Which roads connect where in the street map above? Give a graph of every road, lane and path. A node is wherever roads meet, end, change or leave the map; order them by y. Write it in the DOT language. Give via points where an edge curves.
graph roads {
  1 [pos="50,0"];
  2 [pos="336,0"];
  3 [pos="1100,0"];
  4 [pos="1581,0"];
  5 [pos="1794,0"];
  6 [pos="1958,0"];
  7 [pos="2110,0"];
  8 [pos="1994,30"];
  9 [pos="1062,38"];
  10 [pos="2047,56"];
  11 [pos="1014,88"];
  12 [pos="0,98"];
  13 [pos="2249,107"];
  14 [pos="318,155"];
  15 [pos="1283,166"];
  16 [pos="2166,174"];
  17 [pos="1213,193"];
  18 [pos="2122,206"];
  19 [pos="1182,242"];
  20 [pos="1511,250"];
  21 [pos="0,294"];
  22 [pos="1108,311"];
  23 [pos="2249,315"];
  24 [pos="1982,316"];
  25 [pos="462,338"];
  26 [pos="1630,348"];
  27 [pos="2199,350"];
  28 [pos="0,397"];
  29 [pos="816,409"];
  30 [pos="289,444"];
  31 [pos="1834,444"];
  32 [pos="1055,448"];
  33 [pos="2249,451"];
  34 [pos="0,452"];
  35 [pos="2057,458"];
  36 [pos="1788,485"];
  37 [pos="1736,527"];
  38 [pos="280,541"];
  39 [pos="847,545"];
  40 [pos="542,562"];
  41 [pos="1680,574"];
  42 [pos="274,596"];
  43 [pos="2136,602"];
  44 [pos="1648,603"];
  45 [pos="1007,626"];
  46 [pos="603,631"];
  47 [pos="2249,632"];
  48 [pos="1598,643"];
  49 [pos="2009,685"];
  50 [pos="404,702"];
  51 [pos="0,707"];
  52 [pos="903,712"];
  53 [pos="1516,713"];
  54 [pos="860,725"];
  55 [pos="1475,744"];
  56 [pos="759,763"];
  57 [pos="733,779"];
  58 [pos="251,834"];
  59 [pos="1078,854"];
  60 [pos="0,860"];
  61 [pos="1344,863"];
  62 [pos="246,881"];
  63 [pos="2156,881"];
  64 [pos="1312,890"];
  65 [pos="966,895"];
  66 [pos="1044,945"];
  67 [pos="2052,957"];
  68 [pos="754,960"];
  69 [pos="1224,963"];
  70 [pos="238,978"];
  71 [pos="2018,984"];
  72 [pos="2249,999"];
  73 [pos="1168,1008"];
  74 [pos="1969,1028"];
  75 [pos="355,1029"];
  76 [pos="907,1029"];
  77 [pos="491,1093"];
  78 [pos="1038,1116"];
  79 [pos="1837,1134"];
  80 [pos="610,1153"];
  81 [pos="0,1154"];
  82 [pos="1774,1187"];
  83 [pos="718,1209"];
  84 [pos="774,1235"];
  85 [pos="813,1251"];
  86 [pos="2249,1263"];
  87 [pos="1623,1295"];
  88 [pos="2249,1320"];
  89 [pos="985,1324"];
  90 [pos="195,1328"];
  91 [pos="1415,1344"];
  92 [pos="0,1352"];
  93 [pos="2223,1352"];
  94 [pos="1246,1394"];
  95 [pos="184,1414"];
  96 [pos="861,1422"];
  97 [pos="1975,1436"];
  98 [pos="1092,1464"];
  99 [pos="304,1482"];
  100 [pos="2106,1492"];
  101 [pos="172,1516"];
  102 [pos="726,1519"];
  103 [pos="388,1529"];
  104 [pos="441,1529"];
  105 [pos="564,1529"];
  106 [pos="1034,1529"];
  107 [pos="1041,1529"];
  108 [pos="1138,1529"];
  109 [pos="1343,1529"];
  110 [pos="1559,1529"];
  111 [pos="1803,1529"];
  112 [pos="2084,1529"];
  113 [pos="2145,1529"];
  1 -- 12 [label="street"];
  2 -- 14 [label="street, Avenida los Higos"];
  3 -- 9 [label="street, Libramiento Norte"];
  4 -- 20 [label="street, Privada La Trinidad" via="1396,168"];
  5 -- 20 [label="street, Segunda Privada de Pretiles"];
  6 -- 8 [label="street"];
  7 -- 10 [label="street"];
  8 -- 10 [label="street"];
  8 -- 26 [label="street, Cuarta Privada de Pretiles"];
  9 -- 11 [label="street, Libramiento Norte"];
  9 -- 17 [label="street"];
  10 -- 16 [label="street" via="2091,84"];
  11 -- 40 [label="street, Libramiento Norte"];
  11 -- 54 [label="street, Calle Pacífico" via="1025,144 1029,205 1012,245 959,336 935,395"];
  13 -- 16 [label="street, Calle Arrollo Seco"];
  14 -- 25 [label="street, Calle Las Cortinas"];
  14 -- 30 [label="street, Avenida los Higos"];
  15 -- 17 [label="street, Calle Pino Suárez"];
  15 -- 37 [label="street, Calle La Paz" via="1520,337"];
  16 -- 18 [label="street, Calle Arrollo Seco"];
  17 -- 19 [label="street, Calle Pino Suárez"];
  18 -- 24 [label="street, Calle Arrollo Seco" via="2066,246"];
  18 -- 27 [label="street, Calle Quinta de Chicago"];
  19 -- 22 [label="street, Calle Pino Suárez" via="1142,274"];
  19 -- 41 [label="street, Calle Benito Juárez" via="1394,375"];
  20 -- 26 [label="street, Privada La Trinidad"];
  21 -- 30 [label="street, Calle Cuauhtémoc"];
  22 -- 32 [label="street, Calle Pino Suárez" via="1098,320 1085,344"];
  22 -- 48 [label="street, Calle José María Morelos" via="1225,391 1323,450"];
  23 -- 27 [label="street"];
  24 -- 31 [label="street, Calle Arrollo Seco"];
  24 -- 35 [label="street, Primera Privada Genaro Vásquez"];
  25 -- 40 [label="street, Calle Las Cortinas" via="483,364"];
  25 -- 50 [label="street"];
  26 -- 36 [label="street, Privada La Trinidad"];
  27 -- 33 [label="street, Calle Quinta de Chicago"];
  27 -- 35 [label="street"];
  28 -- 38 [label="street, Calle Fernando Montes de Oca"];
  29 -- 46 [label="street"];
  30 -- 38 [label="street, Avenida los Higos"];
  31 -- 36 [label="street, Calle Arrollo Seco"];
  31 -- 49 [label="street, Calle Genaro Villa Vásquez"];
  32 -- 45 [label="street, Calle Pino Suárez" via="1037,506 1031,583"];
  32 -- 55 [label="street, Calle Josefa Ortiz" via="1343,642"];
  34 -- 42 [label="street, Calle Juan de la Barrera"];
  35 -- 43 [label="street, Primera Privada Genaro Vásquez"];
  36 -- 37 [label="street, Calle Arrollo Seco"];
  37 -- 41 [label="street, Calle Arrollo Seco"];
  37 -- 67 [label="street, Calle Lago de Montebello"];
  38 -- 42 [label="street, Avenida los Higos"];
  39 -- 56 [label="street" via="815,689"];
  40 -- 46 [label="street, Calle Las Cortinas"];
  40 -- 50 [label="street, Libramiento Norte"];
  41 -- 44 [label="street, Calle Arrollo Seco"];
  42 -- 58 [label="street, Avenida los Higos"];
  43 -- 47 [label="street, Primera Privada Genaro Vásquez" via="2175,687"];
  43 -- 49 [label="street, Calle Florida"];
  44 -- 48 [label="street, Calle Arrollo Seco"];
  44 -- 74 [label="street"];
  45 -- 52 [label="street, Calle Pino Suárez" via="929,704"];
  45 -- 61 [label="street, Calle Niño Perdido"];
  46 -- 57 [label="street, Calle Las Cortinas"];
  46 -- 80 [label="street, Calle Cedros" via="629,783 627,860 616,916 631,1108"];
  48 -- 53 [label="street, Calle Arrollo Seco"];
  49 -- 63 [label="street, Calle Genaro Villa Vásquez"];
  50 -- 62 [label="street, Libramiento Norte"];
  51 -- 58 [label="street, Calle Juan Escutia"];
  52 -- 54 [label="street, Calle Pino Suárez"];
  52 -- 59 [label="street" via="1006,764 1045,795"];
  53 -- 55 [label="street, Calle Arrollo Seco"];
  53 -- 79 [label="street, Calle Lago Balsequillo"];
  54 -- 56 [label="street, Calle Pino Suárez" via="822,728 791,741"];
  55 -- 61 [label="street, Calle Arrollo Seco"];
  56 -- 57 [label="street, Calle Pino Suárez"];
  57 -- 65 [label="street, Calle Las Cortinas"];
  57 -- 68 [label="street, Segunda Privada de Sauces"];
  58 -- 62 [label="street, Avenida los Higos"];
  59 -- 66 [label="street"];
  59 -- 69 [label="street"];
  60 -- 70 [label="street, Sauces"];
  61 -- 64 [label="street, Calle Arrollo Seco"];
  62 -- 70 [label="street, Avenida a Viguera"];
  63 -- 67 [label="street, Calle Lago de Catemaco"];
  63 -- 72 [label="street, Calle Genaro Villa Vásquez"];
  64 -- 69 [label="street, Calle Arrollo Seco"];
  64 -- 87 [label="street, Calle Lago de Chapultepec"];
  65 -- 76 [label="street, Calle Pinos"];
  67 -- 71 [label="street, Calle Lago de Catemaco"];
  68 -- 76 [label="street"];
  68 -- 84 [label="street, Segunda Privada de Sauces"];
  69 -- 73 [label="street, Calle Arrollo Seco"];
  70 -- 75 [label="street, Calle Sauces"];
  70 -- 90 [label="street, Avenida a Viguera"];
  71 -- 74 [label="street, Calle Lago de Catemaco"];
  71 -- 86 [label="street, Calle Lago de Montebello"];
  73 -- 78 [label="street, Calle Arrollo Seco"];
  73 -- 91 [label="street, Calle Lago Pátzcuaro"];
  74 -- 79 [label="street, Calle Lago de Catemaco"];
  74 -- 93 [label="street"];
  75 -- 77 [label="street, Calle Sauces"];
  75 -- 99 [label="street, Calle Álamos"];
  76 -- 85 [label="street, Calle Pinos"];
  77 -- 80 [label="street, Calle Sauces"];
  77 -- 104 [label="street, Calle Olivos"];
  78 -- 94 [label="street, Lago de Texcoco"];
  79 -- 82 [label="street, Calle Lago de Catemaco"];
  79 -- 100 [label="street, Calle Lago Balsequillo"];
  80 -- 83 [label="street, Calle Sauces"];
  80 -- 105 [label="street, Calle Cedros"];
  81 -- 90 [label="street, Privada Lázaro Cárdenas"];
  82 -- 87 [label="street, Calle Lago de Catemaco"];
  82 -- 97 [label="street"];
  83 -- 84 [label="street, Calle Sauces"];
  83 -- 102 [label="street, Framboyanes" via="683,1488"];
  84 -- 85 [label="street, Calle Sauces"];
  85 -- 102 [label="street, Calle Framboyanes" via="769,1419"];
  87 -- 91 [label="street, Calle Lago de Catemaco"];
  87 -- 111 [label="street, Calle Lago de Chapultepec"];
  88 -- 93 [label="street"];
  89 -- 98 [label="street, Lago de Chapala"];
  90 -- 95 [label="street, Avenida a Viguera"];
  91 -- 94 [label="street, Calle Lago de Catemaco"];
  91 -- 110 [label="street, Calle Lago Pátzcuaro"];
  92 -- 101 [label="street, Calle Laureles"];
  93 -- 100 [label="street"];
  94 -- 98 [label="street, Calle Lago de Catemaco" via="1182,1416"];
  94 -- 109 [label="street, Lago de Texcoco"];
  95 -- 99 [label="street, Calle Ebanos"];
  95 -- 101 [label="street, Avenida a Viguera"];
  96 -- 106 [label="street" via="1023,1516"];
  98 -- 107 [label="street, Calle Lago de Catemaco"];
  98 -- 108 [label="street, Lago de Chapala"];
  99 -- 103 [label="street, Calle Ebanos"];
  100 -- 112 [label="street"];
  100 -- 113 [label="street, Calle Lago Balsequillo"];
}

********

> _Task to complete_:
In the listing, return each line containing the string "Chapala".

> _Answer for the task_:
  89 -- 98 [label="street, Lago de Chapala"];
  98 -- 108 [label="street, Lago de Chapala"];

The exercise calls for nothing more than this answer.